大切なクリスマスの日になんで先生?なんて思ってたのもタクシーを降りるまで

ホールの真ん中に見上げるほどのツリーが飾ってあり 会場はクリスマスカラー一色で

クリスマスソングはピアノの生演奏

聞こえてくる会話のそのほとんどが英語


『だろ。毎年誘われてたんだけど 女性同伴が暗黙のルールみたいなのがあったから。璃子もこういう雰囲気好きだろ。』

『はい。日本の方もあまりいないですしね。海外にいるみたいです。
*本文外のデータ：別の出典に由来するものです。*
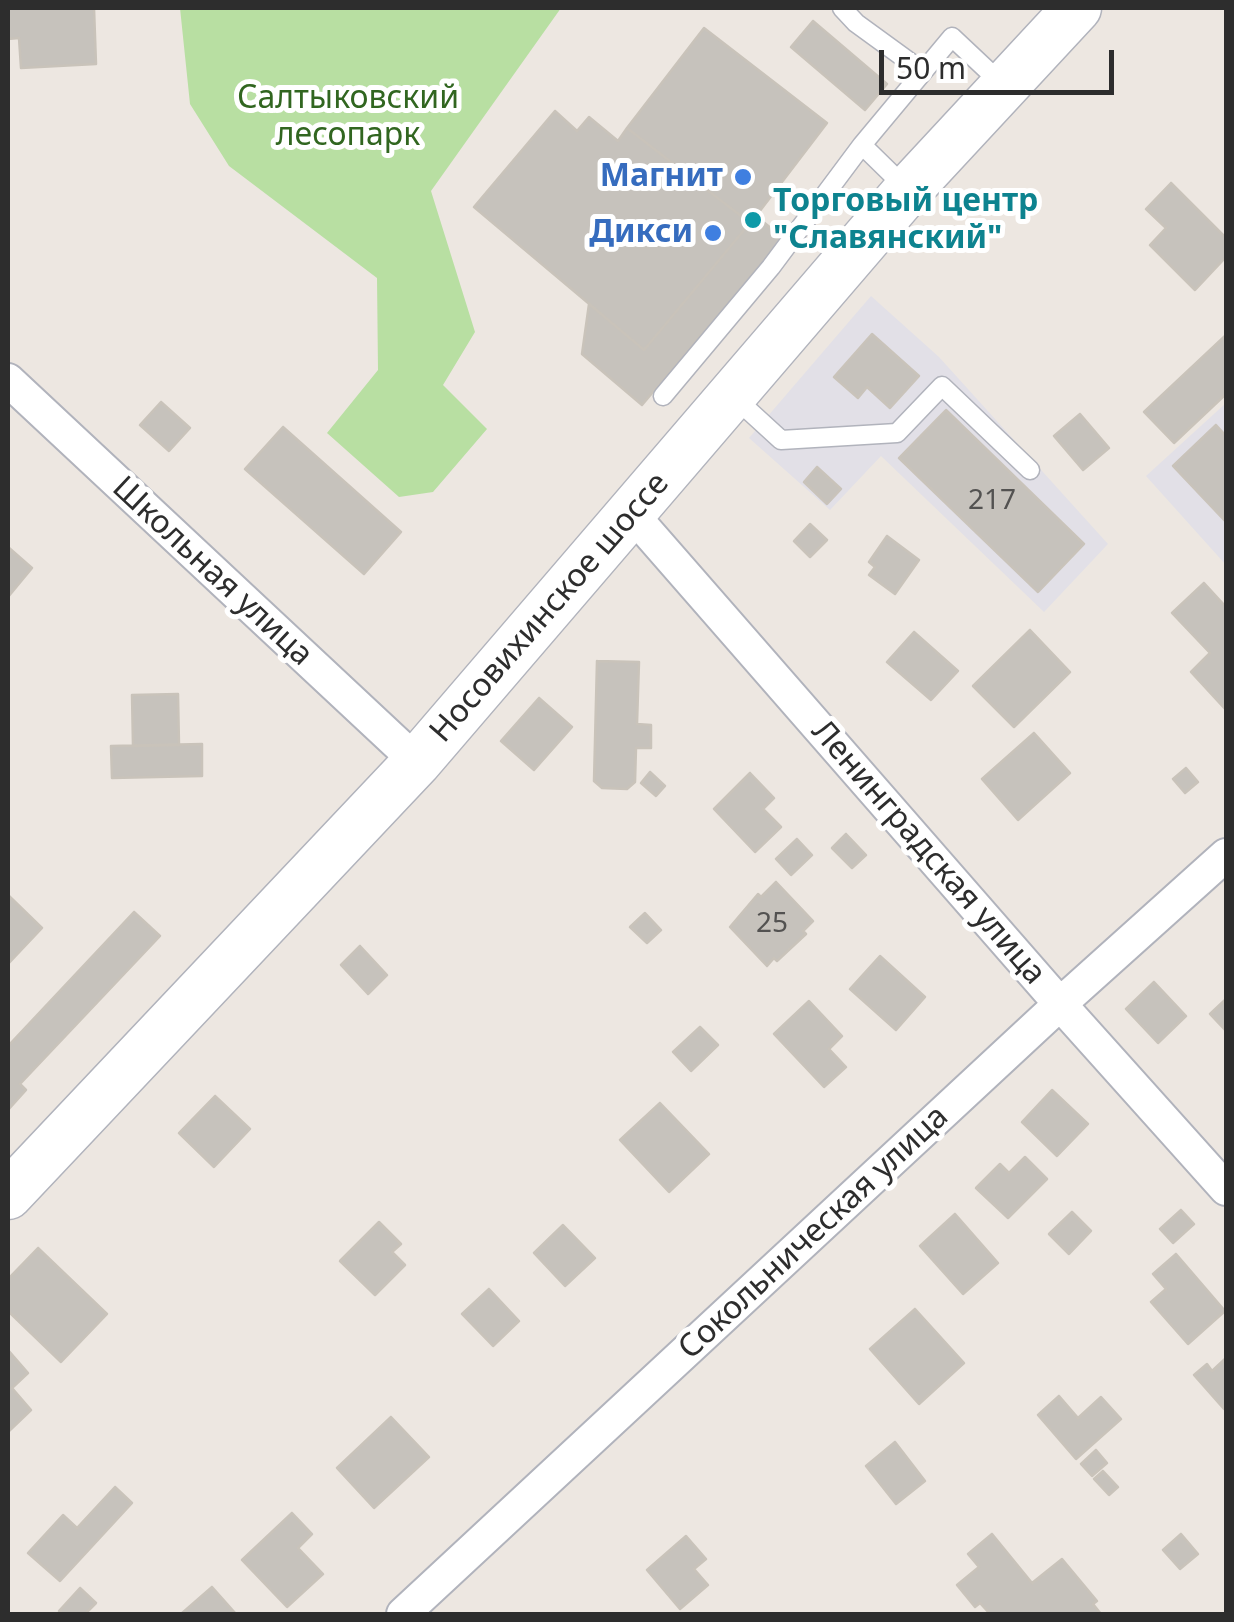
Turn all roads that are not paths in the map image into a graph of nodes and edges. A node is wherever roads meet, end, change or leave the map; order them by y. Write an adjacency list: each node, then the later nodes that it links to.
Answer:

』

否応なしに私の心は昂る

『だから。そのドレス着て正解だったろ?』

『……まぁ。』

少し痩せてしまった私に先生は新しいドレスを用意してくれて

『クリスマスプレゼントだと思えって。さっき言ったろ』

『でも 私からは……』

『いらねーよ。気にすんなって。』

じゃあ。

ちょうど通りかかったボーイさんからシャンパンを2つもらって

『はい。メリー クリスマス。先生。』

『シャンパンかよ。』

チン

グラスを重ねた。


『で、昨日は彼氏と仲良くイヴでした?』

『いいえ。家族と仲良くケーキ食べましたけど。』

『昨日が家族で今日がオレ。どうなってだお前ら。』

『うまくいってますけどぉ。このネックレスももらったんですよ♪
あっ。でもぉ。先生のせいで揉めましたから。』

『ハッ?なんでオレよ。』

『バレちゃったんですよ。彼女役。』

上目使いで睨んでも 効果ゼロ。

『アハハハッ。そりゃ悪かったな。』

『もう。ホントですよ。大変だったんですからね。』

私の肩先を片手で叩きながら ケラケラ笑っちゃって

『言っときますけど 先生とはあくまでも“ビジネス彼女”ですから。なので 腕も手も繋ぎませんから。』

言ってるそばから 肩を抱き寄せて

『聞こえませーん』

『もう!』

さっと振りほどいて 睨み上げても

先生は 私の髪をポンポンと撫でて 少し前屈みになり 私の瞳を覗きこむ。

『メリークリスマス。璃子』

『うっ。……メリークリスマスです。』

一枚上手な先生だった。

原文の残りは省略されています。